**HOW TO COMPLETE THIS TASK**
Only the lines that include "Zhenfu" should be copied from the data below.

**Stored items**

***

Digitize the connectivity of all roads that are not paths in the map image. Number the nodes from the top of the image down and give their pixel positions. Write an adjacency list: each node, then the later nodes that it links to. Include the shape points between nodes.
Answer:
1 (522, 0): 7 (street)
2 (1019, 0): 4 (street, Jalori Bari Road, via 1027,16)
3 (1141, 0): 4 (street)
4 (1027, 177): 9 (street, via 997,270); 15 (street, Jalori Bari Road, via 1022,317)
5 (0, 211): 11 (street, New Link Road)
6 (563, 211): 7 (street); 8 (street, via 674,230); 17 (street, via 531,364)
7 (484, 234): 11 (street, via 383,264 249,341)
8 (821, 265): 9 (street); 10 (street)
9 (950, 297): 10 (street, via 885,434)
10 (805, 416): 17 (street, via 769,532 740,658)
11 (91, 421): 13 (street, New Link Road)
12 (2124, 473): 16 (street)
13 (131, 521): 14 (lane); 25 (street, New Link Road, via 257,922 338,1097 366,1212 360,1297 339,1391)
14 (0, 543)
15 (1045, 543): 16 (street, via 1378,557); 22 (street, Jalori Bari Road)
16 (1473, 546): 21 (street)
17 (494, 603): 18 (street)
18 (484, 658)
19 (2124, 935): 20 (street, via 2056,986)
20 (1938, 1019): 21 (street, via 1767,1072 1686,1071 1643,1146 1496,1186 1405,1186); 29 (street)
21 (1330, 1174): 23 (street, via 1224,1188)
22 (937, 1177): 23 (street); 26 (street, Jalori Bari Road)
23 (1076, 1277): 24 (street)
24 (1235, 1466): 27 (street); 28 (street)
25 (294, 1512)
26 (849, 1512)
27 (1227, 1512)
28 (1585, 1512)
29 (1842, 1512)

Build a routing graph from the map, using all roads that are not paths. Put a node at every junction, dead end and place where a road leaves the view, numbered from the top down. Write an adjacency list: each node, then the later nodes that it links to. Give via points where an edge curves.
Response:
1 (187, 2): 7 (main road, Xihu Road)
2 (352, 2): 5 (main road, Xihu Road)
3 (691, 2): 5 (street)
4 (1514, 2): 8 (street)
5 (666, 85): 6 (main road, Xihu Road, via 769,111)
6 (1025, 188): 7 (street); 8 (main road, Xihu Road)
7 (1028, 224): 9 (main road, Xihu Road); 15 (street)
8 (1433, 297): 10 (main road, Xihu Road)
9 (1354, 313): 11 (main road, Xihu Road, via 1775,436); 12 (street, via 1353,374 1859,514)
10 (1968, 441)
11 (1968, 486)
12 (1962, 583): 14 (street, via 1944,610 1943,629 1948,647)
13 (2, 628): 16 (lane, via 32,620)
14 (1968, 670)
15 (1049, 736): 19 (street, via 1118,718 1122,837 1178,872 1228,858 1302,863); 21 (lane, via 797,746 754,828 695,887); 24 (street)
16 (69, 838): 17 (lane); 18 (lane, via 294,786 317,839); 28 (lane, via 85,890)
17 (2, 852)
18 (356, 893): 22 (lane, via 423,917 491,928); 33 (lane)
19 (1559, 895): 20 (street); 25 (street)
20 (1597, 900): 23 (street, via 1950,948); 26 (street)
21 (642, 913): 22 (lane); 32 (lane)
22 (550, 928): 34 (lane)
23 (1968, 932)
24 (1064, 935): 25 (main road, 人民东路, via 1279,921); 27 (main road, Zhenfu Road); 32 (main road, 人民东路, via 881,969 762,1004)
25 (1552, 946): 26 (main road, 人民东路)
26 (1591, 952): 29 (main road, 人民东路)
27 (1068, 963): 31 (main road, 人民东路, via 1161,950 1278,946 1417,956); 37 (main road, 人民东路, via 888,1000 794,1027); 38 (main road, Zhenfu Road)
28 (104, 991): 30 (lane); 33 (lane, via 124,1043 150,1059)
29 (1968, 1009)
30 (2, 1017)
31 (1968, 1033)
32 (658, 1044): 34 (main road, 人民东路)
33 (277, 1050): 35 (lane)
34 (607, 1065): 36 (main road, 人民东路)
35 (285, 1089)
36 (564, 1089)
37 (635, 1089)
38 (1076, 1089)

***

**ANSWER FOR THE TASK**
24 (1064, 935): 25 (main road, 人民东路, via 1279,921); 27 (main road, Zhenfu Road); 32 (main road, 人民东路, via 881,969 762,1004)
27 (1068, 963): 31 (main road, 人民东路, via 1161,950 1278,946 1417,956); 37 (main road, 人民东路, via 888,1000 794,1027); 38 (main road, Zhenfu Road)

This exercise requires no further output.